In March 1650, Montrose landed in Orkney with a small force of 200 German and Danish mercenaries. He found a measure of Royalist support here but little in the way of meaningful military manpower or supplies. Montrose’s planned tactics were again to be the formation of a tough guerrilla force that could undermine Covenanter resolve and inspire a more general rallying to the Royalist cause. However, Montrose remained a figure of fear and hatred to Scottish Presbyterians due to the ferocity of his campaigning during the First Civil War and with negotiations with Charles proceeding, the Covenanters saw no reason to seek compromise with the cavalier Marquis. Unfortunately for Montrose, Charles would use his presence in Scotland as a bargaining chip in his negotiations with the commissioners and no more, and that that was the main value of the Marquis’ quixotic adventure to the King.

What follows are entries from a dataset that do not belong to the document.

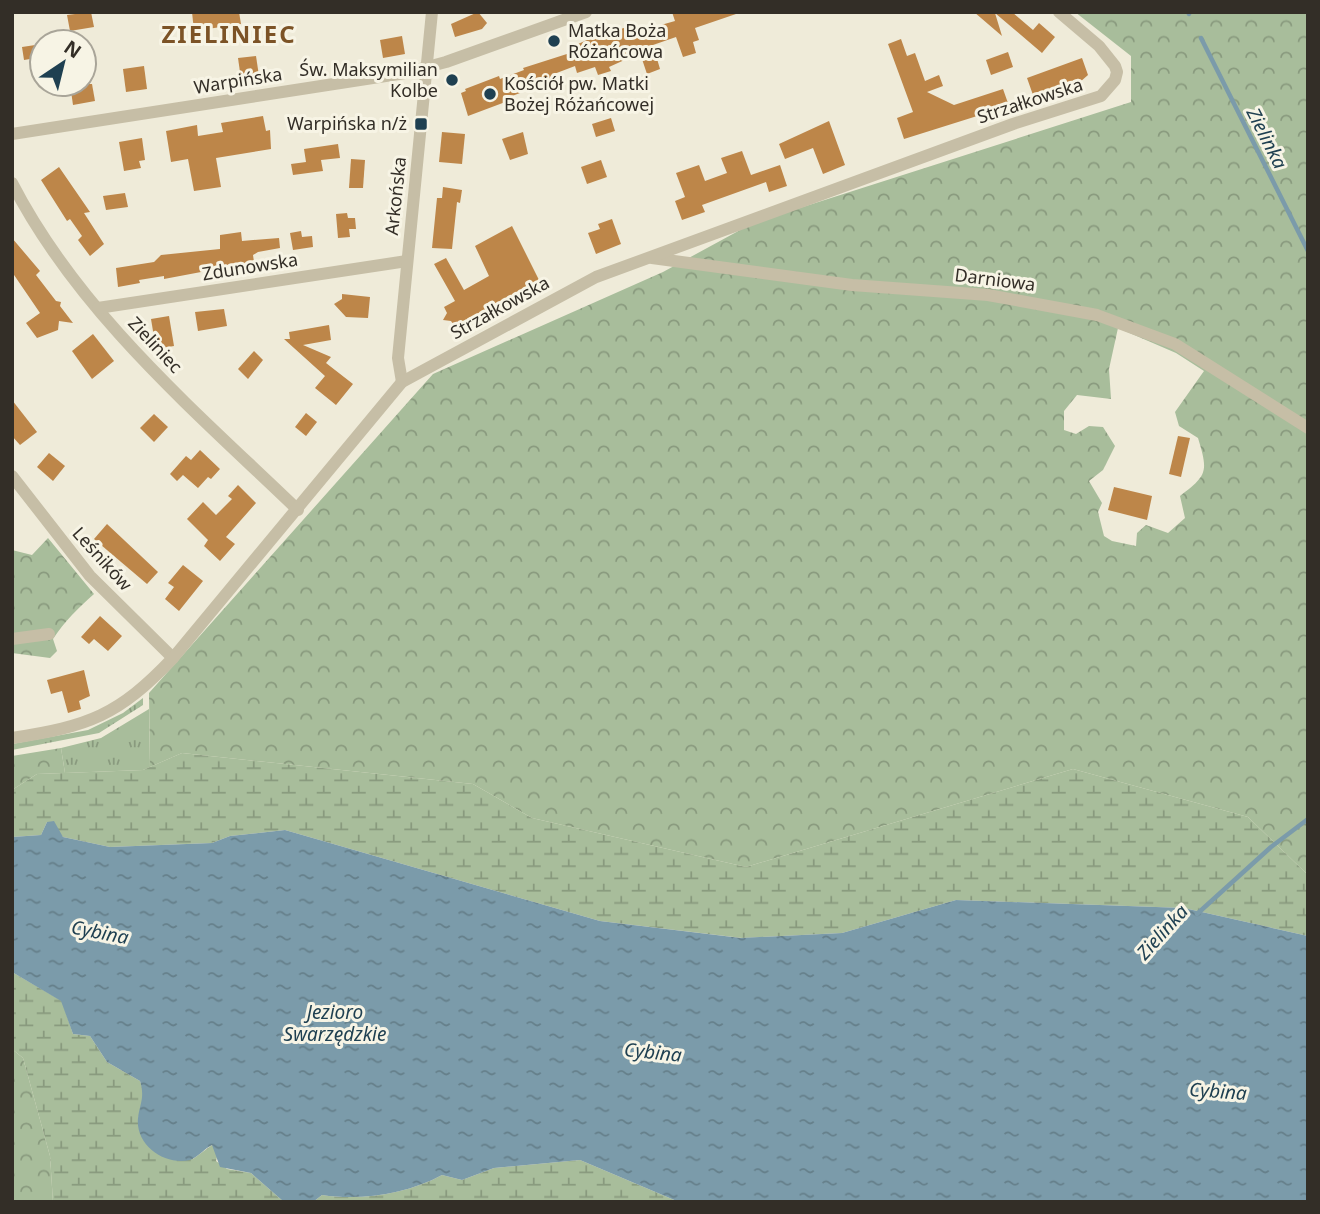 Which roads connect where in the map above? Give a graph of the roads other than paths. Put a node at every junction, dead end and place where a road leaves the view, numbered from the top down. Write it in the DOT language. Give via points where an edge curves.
graph roads {
  1 [pos="432,12"];
  2 [pos="586,12"];
  3 [pos="1059,12"];
  4 [pos="426,67"];
  5 [pos="12,134"];
  6 [pos="12,183"];
  7 [pos="649,257"];
  8 [pos="407,261"];
  9 [pos="98,308"];
  10 [pos="401,382"];
  11 [pos="1308,428"];
  12 [pos="12,476"];
  13 [pos="298,510"];
  14 [pos="49,634"];
  15 [pos="12,639"];
  16 [pos="173,658"];
  17 [pos="12,738"];
  1 -- 4 [label="street, Arkońska"];
  2 -- 4 [label="street, Warpińska"];
  3 -- 7 [label="street, Strzałkowska" via="1110,57 1117,72 1106,92"];
  4 -- 5 [label="street, Warpińska"];
  4 -- 8 [label="street, Arkońska"];
  6 -- 9 [label="street, Zieliniec" via="47,243"];
  7 -- 10 [label="street, Strzałkowska" via="542,304"];
  7 -- 11 [label="street, Darniowa" via="852,285 988,296 1097,315 1175,344"];
  8 -- 9 [label="street, Zdunowska"];
  8 -- 10 [label="street, Arkońska" via="398,358"];
  9 -- 13 [label="street, Zieliniec" via="138,355"];
  10 -- 13 [label="street, Strzałkowska"];
  12 -- 16 [label="street, Leśników" via="90,576"];
  13 -- 16 [label="street, Strzałkowska"];
  14 -- 15 [label="street"];
  16 -- 17 [label="street, Strzałkowska" via="140,691 106,715 70,728"];
}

In the meantime the commissioners drove a hard bargain. Like the Engagers before them, they insisted that Charles sign the Solemn League and Covenant and in so doing, agree to the introduction of Presbyterianism throughout England. They also required Charles to renounce episcopacy, personally convert to Presbyterianism and ensure his children were raised in the Calvinist Protestant religion. Finally, the King should disavow the campaigns being fought in his name by the Irish Confederates and by Montrose’s small band of fighters in Scotland. Then and only then, would the Covenanter army be prepared to embark on a war to defeat Cromwell and the New Model Army, overthrow the Commonwealth and restore the monarchy in England. Charles hated these terms but he had to face reality: Cromwell had reduced the Irish Rebellion to no more than a series of sieges whereas Montrose’s campaign, although his forces had grown to over 1200 men, was never going to secure significant victory in Scotland. The Puritan Covenanters, anathema though they be to the Anglicanism of his father, offered the surest hope of military and political success in England. On 19th April, 1650, Charles signed the Treaty of Breda with the Scottish commissioners. From that moment, Montrose was on his own.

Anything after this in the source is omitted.